▸ **Data extract**:
□ □ □ □ □

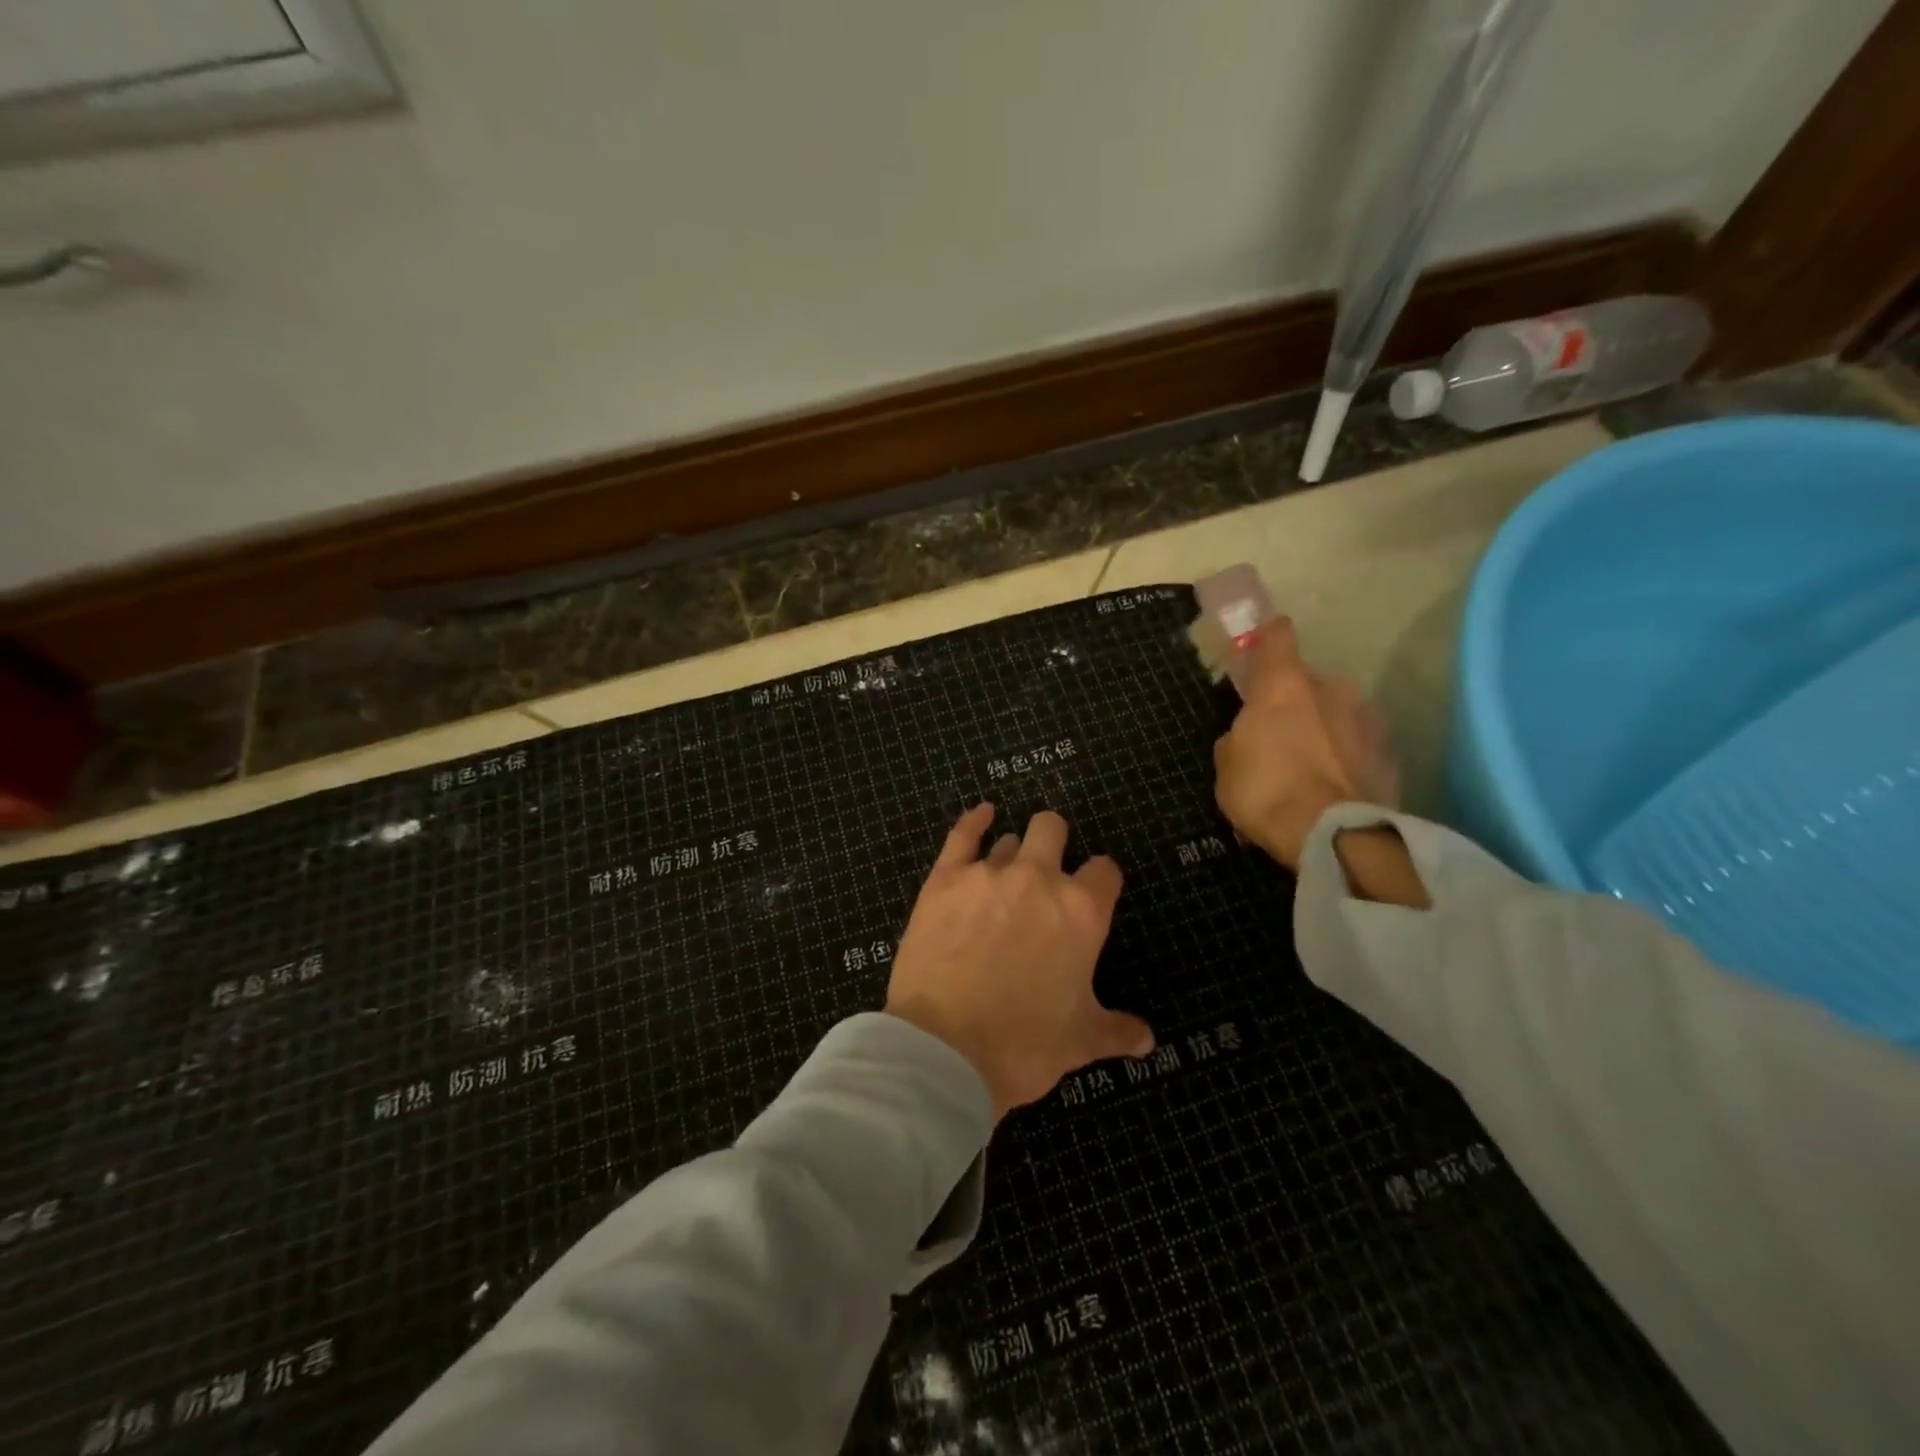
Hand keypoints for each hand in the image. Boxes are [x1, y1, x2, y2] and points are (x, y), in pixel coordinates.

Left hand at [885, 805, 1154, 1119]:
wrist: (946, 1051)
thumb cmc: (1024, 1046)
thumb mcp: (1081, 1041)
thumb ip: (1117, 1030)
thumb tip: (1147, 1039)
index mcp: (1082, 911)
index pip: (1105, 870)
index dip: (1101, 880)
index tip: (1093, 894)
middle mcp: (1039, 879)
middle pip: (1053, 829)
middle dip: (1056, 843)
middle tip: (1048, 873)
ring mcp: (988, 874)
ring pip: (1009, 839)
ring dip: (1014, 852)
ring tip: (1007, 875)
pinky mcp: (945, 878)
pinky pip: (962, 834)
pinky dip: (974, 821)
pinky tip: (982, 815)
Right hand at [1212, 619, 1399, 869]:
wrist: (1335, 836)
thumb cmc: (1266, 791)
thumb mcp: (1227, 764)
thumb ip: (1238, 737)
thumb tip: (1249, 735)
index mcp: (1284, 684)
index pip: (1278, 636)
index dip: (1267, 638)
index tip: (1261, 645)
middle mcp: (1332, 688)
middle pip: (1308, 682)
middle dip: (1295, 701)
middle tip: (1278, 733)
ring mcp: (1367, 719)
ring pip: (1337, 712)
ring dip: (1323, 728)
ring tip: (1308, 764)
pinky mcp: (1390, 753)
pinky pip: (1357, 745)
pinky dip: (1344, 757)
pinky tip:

□ □ □ □ □

▸ **Problem details**: From the line that contains "wrist: (946, 1051)" through the end of the records above, print every line exactly and nothing else.

▸ **Response to this exercise**:
wrist: (946, 1051)
thumb cmc: (1024, 1046)
thumb mcp: (1081, 1041)
thumb ip: (1117, 1030)
thumb tip: (1147, 1039)
index mcp: (1082, 911)
index pip: (1105, 870)
index dip: (1101, 880)
index tip: (1093, 894)
middle mcp: (1039, 879)
middle pip: (1053, 829)
middle dip: (1056, 843)
middle tip: (1048, 873)
ring mcp: (988, 874)
ring pip: (1009, 839)
ring dip: (1014, 852)
ring tip: (1007, 875)
pinky mcp: (945, 878)
pinky pip: (962, 834)
pinky dip: (974, 821)
pinky tip: (982, 815)
Right hand at [1212, 619, 1399, 869]:
wrist: (1335, 836)
thumb cmc: (1266, 791)
thumb mcp: (1227, 764)
thumb ip: (1238, 737)
thumb tip: (1249, 735)
index mcp: (1284, 684)
index pip: (1278, 636)
index dip: (1267, 638)
index tip: (1261, 645)
middle mcp: (1332, 688)
middle pip: (1308, 682)
middle dip: (1295, 701)
middle tip: (1278, 733)
ring mcp: (1367, 719)
ring pip: (1337, 712)
ring dip: (1323, 728)
ring tip: (1308, 764)
pinky mcp: (1390, 753)
pinky pip: (1357, 745)
pinky dip: (1344, 757)
pinky tip:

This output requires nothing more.